### PROVIDED MATERIAL

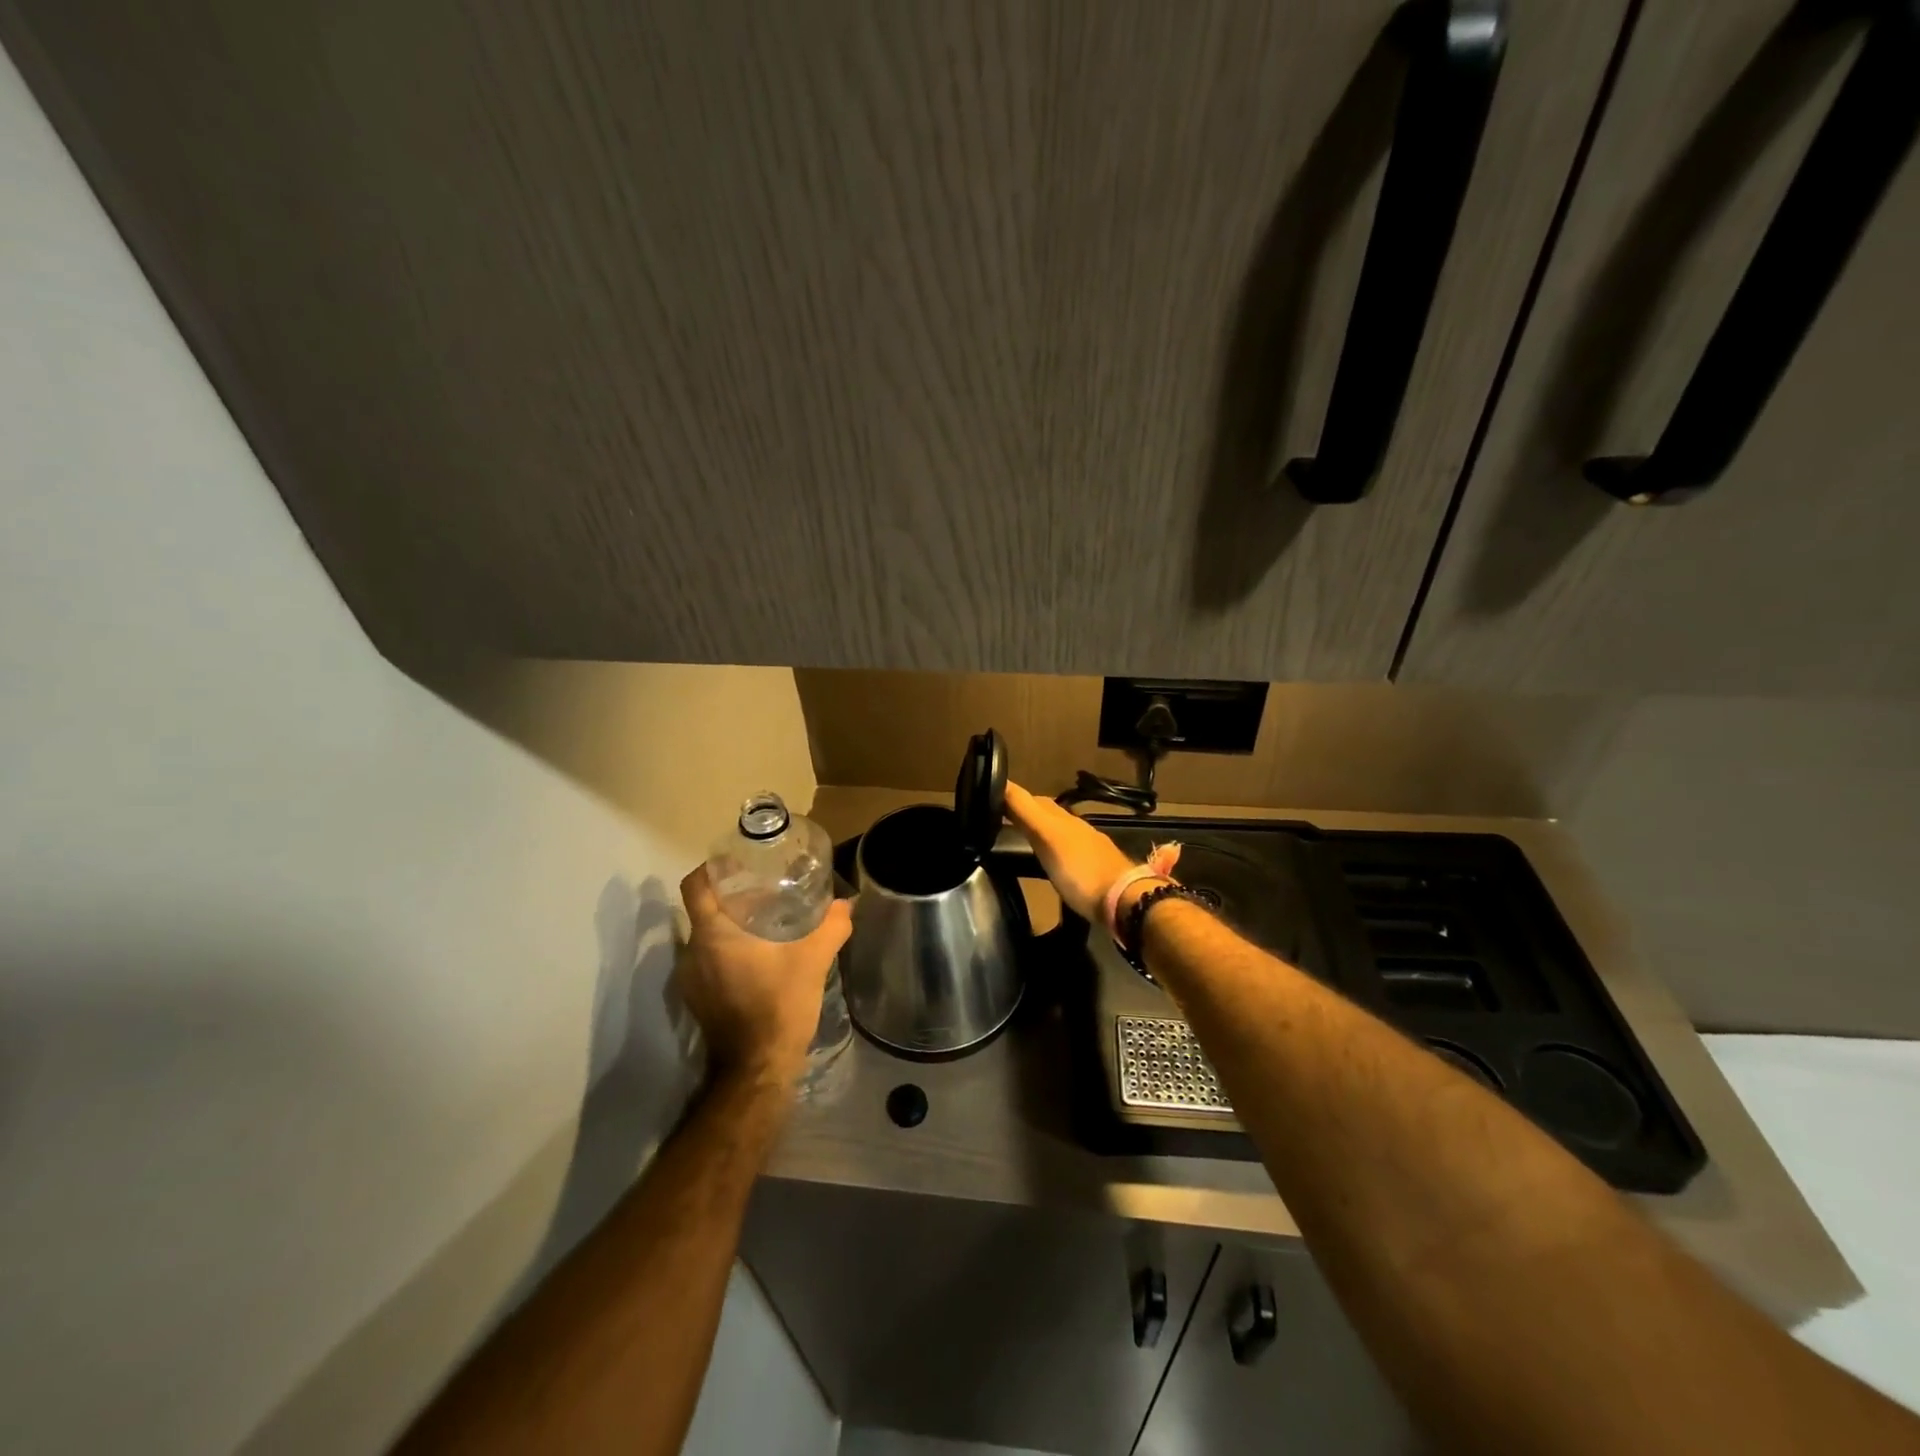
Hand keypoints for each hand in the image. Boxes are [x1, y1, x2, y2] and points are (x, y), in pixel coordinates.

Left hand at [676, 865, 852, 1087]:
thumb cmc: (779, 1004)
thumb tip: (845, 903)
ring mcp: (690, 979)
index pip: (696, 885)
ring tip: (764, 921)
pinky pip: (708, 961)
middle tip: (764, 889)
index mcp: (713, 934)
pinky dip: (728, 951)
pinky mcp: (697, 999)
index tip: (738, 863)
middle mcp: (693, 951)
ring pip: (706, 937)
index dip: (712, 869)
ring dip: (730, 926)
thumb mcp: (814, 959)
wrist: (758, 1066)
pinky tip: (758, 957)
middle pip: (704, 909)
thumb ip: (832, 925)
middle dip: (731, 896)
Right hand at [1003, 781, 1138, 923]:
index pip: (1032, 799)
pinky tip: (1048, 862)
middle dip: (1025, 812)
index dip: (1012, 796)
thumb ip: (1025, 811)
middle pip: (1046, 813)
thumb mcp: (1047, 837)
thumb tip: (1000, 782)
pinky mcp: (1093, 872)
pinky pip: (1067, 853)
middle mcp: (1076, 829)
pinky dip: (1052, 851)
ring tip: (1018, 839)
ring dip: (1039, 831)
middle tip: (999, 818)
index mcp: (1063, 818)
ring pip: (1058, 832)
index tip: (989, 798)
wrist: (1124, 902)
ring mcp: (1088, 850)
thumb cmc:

### WHAT NEEDS TO BE DONE
Before copying, set the pictures aside; then reproduce each entry above exactly.

### REPLY
Hand keypoints for each hand in the image. Boxes are [x1, y1, x2, y2] and points are (x, y), in pixel coordinates.

Left hand at [676, 865, 852, 1087]:
thumb cmc: (779, 1004)
thumb tip: (845, 903)
ring mcp: (690, 979)
index pip: (696, 885)
ring tip: (764, 921)
pinky pip: (708, 961)
middle tip: (764, 889)
index mcp: (713, 934)
pinky dip: (728, 951)
pinky mcp: (697, 999)
index tip: (738, 863)
middle mcp: (693, 951)
ring pip: (706, 937)
index dip: (712, 869)
ring dip: (730, 926)
thumb mcp: (814, 959)
wrist: (758, 1066)
pinky tip: (758, 957)
middle pip: (704, 909)
thumb ip: (832, 925)
middle dip: (731, 896)
Right hand at [1003, 781, 1138, 923]:
index pip: (1032, 799)
pinky tip: (1048, 862)
middle dip: (1025, 812)
index dip: (1012, 796)
thumb ip: (1025, 811)
middle pip: (1046, 813)
thumb mcp: (1047, 837)
thumb tip: (1000, 782)
pinky mcp: (1093, 872)
pinky pip: (1067, 853)
middle mcp: (1076, 829)
pinky dip: (1052, 851)
ring tip: (1018, 839)
ring dip: (1039, 831)
middle tip: (999, 818)
index mcp: (1063, 818)
ring pip: (1058, 832)
index tip: (989, 798)
wrist: (1124, 902)
ring mcp: (1088, 850)
thumb cmc:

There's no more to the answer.